I angrily slammed my fists against a table and choked a sob. I hate comics! I hate them! I was an idiot reading the one that brought me to this world! It's like Molecule Man said though, it's my problem. "HOW IS IT MY PROBLEM?!" I shouted to no one. Someone handed me a hankie. "Thanks," I muttered, wiping my eyes. Wait. Who gave me this? I spun around. No one was here. This place was seriously getting on my nerves. I sighed, pocketing the hankie. I walked out of the kitchen, and walked back into the halls of the Mutant's headquarters.

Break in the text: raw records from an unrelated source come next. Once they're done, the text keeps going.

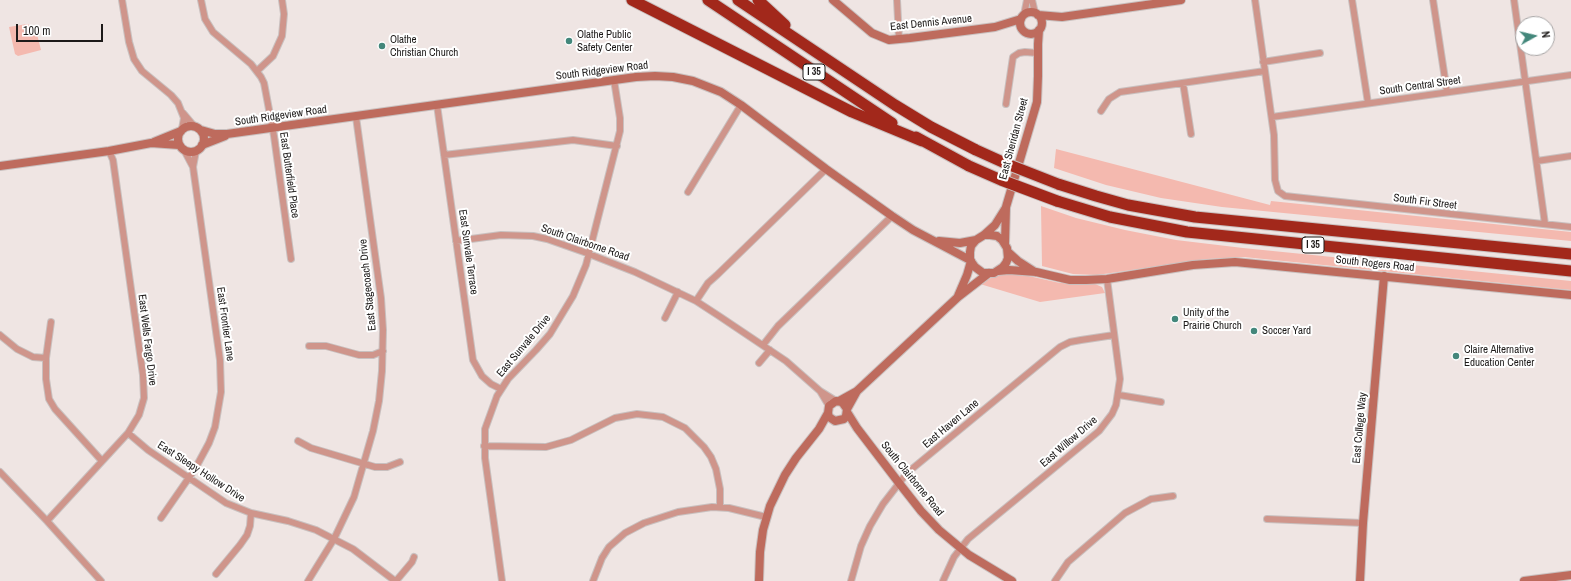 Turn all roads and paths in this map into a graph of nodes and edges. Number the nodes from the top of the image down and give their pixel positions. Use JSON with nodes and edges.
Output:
{"nodes":[{"id":1,"x":122,"y":0,"type":"edge"},
{"id":2,"x":201,"y":0,"type":"edge"},
{"id":3,"x":282,"y":0,"type":"edge"},
{"id":4,"x":632,"y":0,"type":"edge"},
{"id":5,"x":708,"y":0,"type":"edge"},
{"id":6,"x":738,"y":0,"type":"edge"},
{"id":7,"x":758,"y":0,"type":"edge"},
{"id":8,"x":834,"y":0,"type":"edge"},
{"id":9,"x":898,"y":0,"type":"edge"},
{"id":10,"x":1027,"y":0,"type":"edge"},
{"id":11,"x":1032,"y":0,"type":"edge"},
{"id":12,"x":1181,"y":0,"type":"edge"},
{"id":13,"x":1255,"y":0,"type":"edge"},
{"id":14,"x":1352,"y":0,"type":"edge"},
{"id":15,"x":1433,"y":0,"type":"edge"},
{"id":16,"x":1514,"y":0,"type":"edge"},
{"id":17,"x":1167,"y":1,"type":"edge"},
{"id":18,"x":1037,"y":14,"type":"junction"},
{"id":19,"x":1023,"y":17,"type":"junction"},
{"id":20,"x":1062,"y":17,"type":"junction"},
{"id":21,"x":995,"y":27,"type":"junction"},
{"id":22,"x":1040,"y":28,"type":"junction"},
{"id":23,"x":1025,"y":32,"type":"junction"},
{"id":24,"x":899,"y":40,"type":"junction"},
{"id":25,"x":810,"y":48,"type":"junction"},
{"id":26,"x":1037,"y":53,"type":"junction"},
{"id":27,"x":1320,"y":53,"type":"dead end"},
{"id":28,"x":1263,"y":62,"type":"junction"},
{"id":29,"x":257,"y":71,"type":"junction"},
{"id":30,"x":1265,"y":71,"type":"junction"},
{"id":31,"x":1571,"y":75,"type":"edge"},
{"id":32,"x":614,"y":80,"type":"junction"},
{"id":33,"x":1526,"y":81,"type":"junction"},
{"id":34,"x":1183,"y":83,"type":"junction"},
{"id":35,"x":1447,"y":92,"type":"junction"},
{"id":36,"x":1368,"y":103,"type":"junction"},
{"id":37,"x":1006,"y":104,"type":"dead end"},
{"id":38,"x":438,"y":105,"type":"junction"},
{"id":39,"x":741,"y":105,"type":"junction"},
{"id":40,"x":1101,"y":111,"type":"dead end"},
{"id":41,"x":183,"y":113,"type":"junction"},
{"id":42,"x":356,"y":116,"type":"junction"},
{"id":43,"x":1272,"y":118,"type":"junction"},
{"id":44,"x":198,"y":128,"type":"junction"},
{"id":45,"x":273,"y":128,"type":"junction"},
{"id":46,"x":181,"y":130,"type":"junction"},
{"id":47,"x":227,"y":134,"type":"junction"},
{"id":48,"x":1191,"y":134,"type":"dead end"},
{"id":49,"x":922,"y":141,"type":"junction"},
{"id":50,"x":151,"y":143,"type":"junction"},
{"id":51,"x":617,"y":146,"type":"junction"},
{"id":52,"x":182,"y":148,"type":"junction"},
{"id":53,"x":199,"y":148,"type":"junction"},
{"id":54,"x":109,"y":151,"type":"junction"},
{"id":55,"x":444,"y":155,"type":"junction"},
{"id":56,"x":1571,"y":156,"type":"edge"},
{"id":57,"x":1537,"y":161,"type":"junction"},
{"id":58,"x":0,"y":166,"type":"edge"},
{"id":59,"x":193,"y":167,"type":"junction"},
{"id":60,"x":826,"y":169,"type":"junction"},
{"id":61,"x":688,"y":192,"type":"dead end"},
{"id":62,"x":1006,"y":207,"type":"junction"},
{"id":63,"x":892,"y":216,"type":"junction"},
{"id":64,"x":1545,"y":224,"type":"junction"},
{"id":65,"x":1571,"y":227,"type":"edge"},
{"id":66,"x":984,"y":235,"type":"junction"},
{"id":67,"x":976,"y":240,"type":"junction"},
{"id":68,"x":456,"y":241,"type":"junction"},
{"id":69,"x":934,"y":241,"type":"junction"},
{"id":70,"x":1007,"y":248,"type":"junction"},
{"id":71,"x":590,"y":254,"type":"junction"},
{"id":72,"x":1571,"y":254,"type":"edge"},
{"id":73,"x":291,"y":259,"type":"dead end"},
{"id":74,"x":971,"y":261,"type":"junction"},
{"id":75,"x":998,"y":271,"type":"junction"},
{"id":76,"x":1571,"y":271,"type":"edge"},
{"id":77,"x":1036,"y":272,"type":"junction"},
{"id":78,"x":989,"y":274,"type":"junction"},
{"id":79,"x":1384,"y":276,"type":"junction"},
{"id":80,"x":1107,"y":279,"type":"junction"},
{"id":81,"x":678,"y":292,"type":"junction"},
{"id":82,"x":1571,"y":295,"type":"edge"},
{"id":83,"x":958,"y":297,"type":"junction"},
{"id":84,"x":696,"y":301,"type":"junction"},
{"id":85,"x":665,"y":318,"type":"dead end"},
{"id":86,"x":51,"y":322,"type":"dead end"},
{"id":87,"x":0,"y":335,"type":"edge"},
{"id":88,"x":1114,"y":335,"type":"junction"},
{"id":89,"x":763,"y":345,"type":"junction"},
{"id":90,"x":309,"y":346,"type":"dead end"},
{"id":91,"x":770,"y":350,"type":"junction"},
{"id":92,"x":383,"y":351,"type":"junction"},
{"id":93,"x":46,"y":358,"type":"junction"},
{"id":94,"x":759,"y":363,"type":"dead end"},
{"id":95,"x":501,"y":389,"type":"junction"},
{"id":96,"x":820,"y":391,"type":"junction"},
{"id":97,"x":857,"y":392,"type":"junction"},
{"id":98,"x":1119,"y":395,"type":"junction"},
{"id":99,"x":837,"y":401,"type":"junction"},
{"id":100,"x":1162,"y":402,"type":"dead end"},
{"id":101,"x":828,"y":410,"type":"junction"},
{"id":102,"x":847,"y":410,"type":"junction"},
{"id":103,"x":838,"y":421,"type":"junction"},
{"id":104,"x":857,"y":428,"type":"junction"},
{"id":105,"x":819,"y":429,"type":"junction"},
{"id":106,"x":128,"y":433,"type":"junction"},
{"id":107,"x":298,"y":442,"type":"dead end"},
{"id":108,"x":484,"y":446,"type":"junction"},
{"id":109,"x":102,"y":461,"type":"junction"},
{"id":110,"x":400,"y":462,"type":"dead end"},
{"id":111,"x":365,"y":464,"type":"junction"},
{"id":112,"x":0,"y":472,"type":"edge"},
{"id":113,"x":189,"y":478,"type":"junction"},
{"id":114,"x":899,"y":484,"type":"junction"},
{"id":115,"x":1173,"y":496,"type":"dead end"},
{"id":116,"x":720,"y":507,"type":"junction"},
{"id":117,"x":251,"y":513,"type":"junction"},
{"id":118,"x":766,"y":517,"type":"junction"},
{"id":119,"x":161,"y":518,"type":"dead end"},
{"id":120,"x":1266,"y":519,"type":"dead end"},
{"id":121,"x":47,"y":521,"type":"junction"},
{"id":122,"x":1363,"y":523,"type":"junction"},
{"id":123,"x":334,"y":539,"type":"junction"},
{"id":124,"x":960,"y":548,"type":"junction"},
{"id":125,"x":414,"y":556,"type":"dead end"},
{"id":126,"x":216,"y":574,"type":"dead end"},
{"id":127,"x":1571,"y":575,"type":"edge"},
{"id":128,"x":1546,"y":580,"type":"edge"},
{"id":129,"x":101,"y":581,"type":"edge"},
{"id":130,"x":308,"y":581,"type":"edge"},
{"id":131,"x":396,"y":581,"type":"edge"},
{"id":132,"x":502,"y":581,"type":"edge"},
{"id":133,"x":593,"y":581,"type":"edge"},
{"id":134,"x":758,"y":581,"type":"edge"},
{"id":135,"x":851,"y":581,"type":"edge"},
{"id":136,"x":944,"y":581,"type":"edge"},
{"id":137,"x":1012,"y":581,"type":"edge"},
{"id":138,"x":1055,"y":581,"type":"edge"},
{"id":139,"x":1360,"y":581,"type":"edge"},
{"id":140,"x":1524,"y":581,"type":"edge"}],
"edges":[{"from":1,"to":41,"type":"street"},
{"from":2,"to":29,"type":"street","name":"East Butterfield Place"},
{"from":3,"to":29,"type":"street"},
{"from":4,"to":49,"type":"highway"},
{"from":5,"to":49,"type":"highway","number":"I 35"},
{"from":6,"to":25,"type":"highway","number":"I 35"},
{"from":7,"to":25,"type":"highway"},
{"from":8,"to":24,"type":"main road","name":"East Dennis Avenue"},
{"from":9,"to":24,"type":"street"},
{"from":10,"to":19,"type":"street"},
{"from":11,"to":18,"type":"street"},
{"from":12,"to":17,"type":"main road"},
{"from":13,"to":28,"type":"street"},
{"from":14,"to":36,"type":"street"},
{"from":15,"to":35,"type":"street"},
{"from":16,"to":33,"type":"street"},
{"from":17,"to":20,"type":"main road"},
{"from":18,"to":19,"type":"main road"},
{"from":18,"to":20,"type":"main road"},
{"from":18,"to":22,"type":"main road"},
{"from":19,"to":21,"type":"main road","name":"East Dennis Avenue"},
{"from":19,"to":23,"type":"main road"},
{"from":20,"to":22,"type":"main road"},
{"from":21,"to":23,"type":"main road","name":"East Dennis Avenue"},
{"from":21,"to":24,"type":"main road","name":"East Dennis Avenue"},
{"from":22,"to":23,"type":"main road"},
{"from":22,"to":26,"type":"main road","name":"East Sheridan Street"},
{"from":23,"to":26,"type":"main road","name":"East Sheridan Street"},
{"from":25,"to":72,"type":"highway","number":"I 35","bridge":true},
{"from":26,"to":37,"type":"street"},
{"from":26,"to":62,"type":"main road","name":"East Sheridan Street"},
{"from":27,"to":28,"type":"street"},
{"from":28,"to":30,"type":"street"},
{"from":29,"to":45,"type":"street","name":"East Butterfield Place"},
{"from":30,"to":34,"type":"street"},
{"from":30,"to":43,"type":"street"},
{"from":31,"to":33,"type":"street","name":"South Central Street"},
{"from":32,"to":38,"type":"main road","name":"South Ridgeview Road"},
{"from":32,"to":39,"type":"main road","name":"South Ridgeview Road"},
{"from":32,"to":51,"type":"street","name":"East Sunvale Drive"},
{"from":33,"to":35,"type":"street","name":"South Central Street"},
{"from":33,"to":57,"type":"street"},
{"from":34,"to":40,"type":"street"},
{"from":34,"to":48,"type":"street"},
{"from":35,"to":36,"type":"street","name":"South Central Street"},
{"from":36,"to":43,"type":"street","name":"South Central Street"},
{"from":38,"to":42,"type":"main road","name":"South Ridgeview Road"},
{"from":38,"to":55,"type":"street","name":"East Sunvale Terrace"},
{"from":39,"to":60,"type":"main road","name":"South Ridgeview Road"},
{"from":39,"to":61,"type":"street"},
{"from":41,"to":44,"type":"street"},
{"from":41,"to":46,"type":"street"},
{"from":42,"to":45,"type":"main road","name":"South Ridgeview Road"},
{"from":42,"to":92,"type":"street","name":"East Stagecoach Drive"},
{"from":43,"to":64,"type":"street","name":"South Fir Street"},
{"from":44,"to":46,"type":"main road"},
{"from":44,"to":47,"type":"main road"},
{"from":44,"to":53,"type":"main road"},
{"from":45,"to":47,"type":"main road","name":"South Ridgeview Road"},
{"from":45,"to":73,"type":"street","name":"East Butterfield Place"},
{"from":46,"to":50,"type":"main road"},
{"from":46,"to":52,"type":"main road"},
{"from":47,"to":53,"type":"main road"},
{"from":49,"to":76,"type":"highway","number":"I 35","bridge":true},
{"from":50,"to":52,"type":"main road"},
{"from":50,"to":54,"type":"main road"},
{"from":51,"to":55,"type":"street"},
{"from":51,"to":71,"type":"street","name":"East Sunvale Drive"},
{"from":52,"to":53,"type":"main road"},
{"from":52,"to":59,"type":"street"},
{"from":53,"to":59,"type":"street"},
{"from":54,"to":58,"type":"main road"},
{"from":54,"to":106,"type":"street","name":"East Wells Fargo Drive"},
{"from":55,"to":68,"type":"street","name":"East Sunvale Terrace"},
{"from":56,"to":57,"type":"street"},
{"from":57,"to":64,"type":"street"},
{"from":59,"to":113,"type":"street","name":"East Frontier Lane"},
{"from":60,"to":63,"type":"main road","name":"South Ridgeview Road"},
{"from":60,"to":84,"type":"street"},
{"from":62,"to":66,"type":"main road","name":"East Sheridan Street"},
{"from":62,"to":70,"type":"main road","name":"East Sheridan Street"},
{"from":63,"to":69,"type":"main road","name":"South Ridgeview Road"},
{"from":63,"to":89,"type":"street"},
{"from":64,"to":65,"type":"street","name":"South Fir Street"},
{"from":66,"to":67,"type":"main road"},
{"from":66,"to":70,"type":"main road"},
{"from":67,"to":69,"type":"main road","name":"South Ridgeview Road"},
{"from":67,"to":74,"type":"main road"},
{"from":68,"to":71,"type":"street","name":"South Clairborne Road"},
{"from":68,"to":95,"type":"street","name":"East Sunvale Terrace"},
{"from":69,"to":74,"type":"main road","name":"South Ridgeview Road"},
{"from":70,"to":75,"type":"main road"},
{"from":70,"to":77,"type":"main road"},
{"from":71,"to":81,"type":"street","name":"South Clairborne Road"},
{"from":71,"to":95,"type":"street","name":"East Sunvale Drive"},
{"from":74,"to":78,"type":"main road"},
{"from":74,"to":83,"type":"main road"},
{"from":75,"to":77,"type":"main road"},
{"from":75,"to":78,"type":"main road"},
{"from":77,"to":80,"type":"main road","name":"South Rogers Road"},
{"from":78,"to":83,"type":"main road"},
{"from":79,"to":80,"type":"main road","name":"South Rogers Road"},
{"from":79,"to":82,"type":"main road","name":"South Rogers Road"},
{"from":79,"to":122,"type":"main road","name":"East College Way"},
{"from":80,"to":88,"type":"street","name":"East Willow Drive"},
{"from":81,"to":84,"type":"street","name":"South Clairborne Road"},
{"from":81,"to":85,"type":"street"},
{"from":83,"to":97,"type":"main road"},
{"from":84,"to":89,"type":"street","name":"South Clairborne Road"},
{"from":86,"to":93,"type":"street"},
{"from":87,"to":93,"type":"street"},
{"from":88,"to":98,"type":"street","name":"East Willow Drive"},
{"from":88,"to":114,"type":"street","name":"East Haven Lane"},
{"from":89,"to":91,"type":"street","name":"South Clairborne Road"},
{"from":90,"to":92,"type":"street"},
{"from":91,"to":94,"type":"street"},
{"from":91,"to":96,"type":"street","name":"South Clairborne Road"},
{"from":92,"to":111,"type":"street","name":"East Stagecoach Drive"},
{"from":93,"to":109,"type":"street"},
{"from":95,"to":108,"type":"street","name":"East Sunvale Drive"},
{"from":96,"to":99,"type":"street","name":"South Clairborne Road"},
{"from":96,"to":101,"type":"street","name":"South Clairborne Road"},
{"from":97,"to":99,"type":"main road"},
{"from":97,"to":102,"type":"main road"},
{"from":98,"to":100,"type":"street"},
{"from":98,"to":124,"type":"street","name":"East Willow Drive"},
{"from":99,"to":101,"type":"main road"},
{"from":99,"to":102,"type":"main road"},
{"from":101,"to":103,"type":"main road"},
{"from":101,"to":105,"type":"main road"},
{"from":102,"to":103,"type":"main road"},
{"from":102,"to":104,"type":"main road","name":"South Clairborne Road"},
{"from":103,"to":104,"type":"main road","name":"South Clairborne Road"},
{"from":103,"to":105,"type":"main road"},
{"from":104,"to":114,"type":"main road","name":"South Clairborne Road"},
{"from":105,"to":118,"type":"main road"},
{"from":106,"to":109,"type":"street","name":"East Wells Fargo Drive"},
{"from":106,"to":113,"type":"street","name":"East Sleepy Hollow Drive"},
{"from":107,"to":111,"type":"street"},
{"from":108,"to":116,"type":"street"},
{"from":108,"to":132,"type":"street","name":"East Sunvale Drive"},
{"from":109,"to":121,"type":"street","name":"East Wells Fargo Drive"},
{"from":110,"to":111,"type":"street"},
{"from":111,"to":123,"type":"street","name":"East Stagecoach Drive"},
{"from":112,"to":121,"type":"street"},
{"from":113,"to":117,"type":"street","name":"East Sleepy Hollow Drive"},
{"from":113,"to":119,"type":"street","name":"East Frontier Lane"},
{"from":114,"to":124,"type":"main road","name":"South Clairborne Road"},
{"from":114,"to":135,"type":"street","name":"East Haven Lane"},
{"from":115,"to":138,"type":"street"},
{"from":116,"to":118,"type":"street"},
{"from":116,"to":133,"type":"street"},
{"from":117,"to":123,"type":"street","name":"East Sleepy Hollow Drive"},
{"from":117,"to":126,"type":"street"},
{"from":118,"to":134,"type":"main road"},
{"from":120,"to":122,"type":"street"},
{"from":121,"to":129,"type":"street"},
{"from":122,"to":139,"type":"main road","name":"East College Way"},
{"from":123,"to":130,"type":"street","name":"East Stagecoach Drive"},
{"from":123,"to":131,"type":"street","name":"East Sleepy Hollow Drive"},
{"from":124,"to":136,"type":"street","name":"East Willow Drive"},
{"from":124,"to":137,"type":"main road","name":"South Clairborne Road"},
{"from":125,"to":131,"type":"street","name":"East Sleepy Hollow Drive"},
{"from":127,"to":128,"type":"main road"},
{"from":128,"to":140,"type":"main road"}]}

That's when I heard fighting coming from one of the floors down the hall.
I rushed towards the sound, and caught sight of the Galloping Gazelle fighting Pinkie Flamingo. The Gazelle kicked the artist in the chest, but he recovered and grabbed the Gazelle's leg when he tried to kick him again. To my horror, he began erasing the leg! The super hero stumbled back and landed on his posterior, now worried as the grinning man approached him with his eraser finger tips. Suddenly, they both turned to face me when I shouted, "Catch, Gazelle!"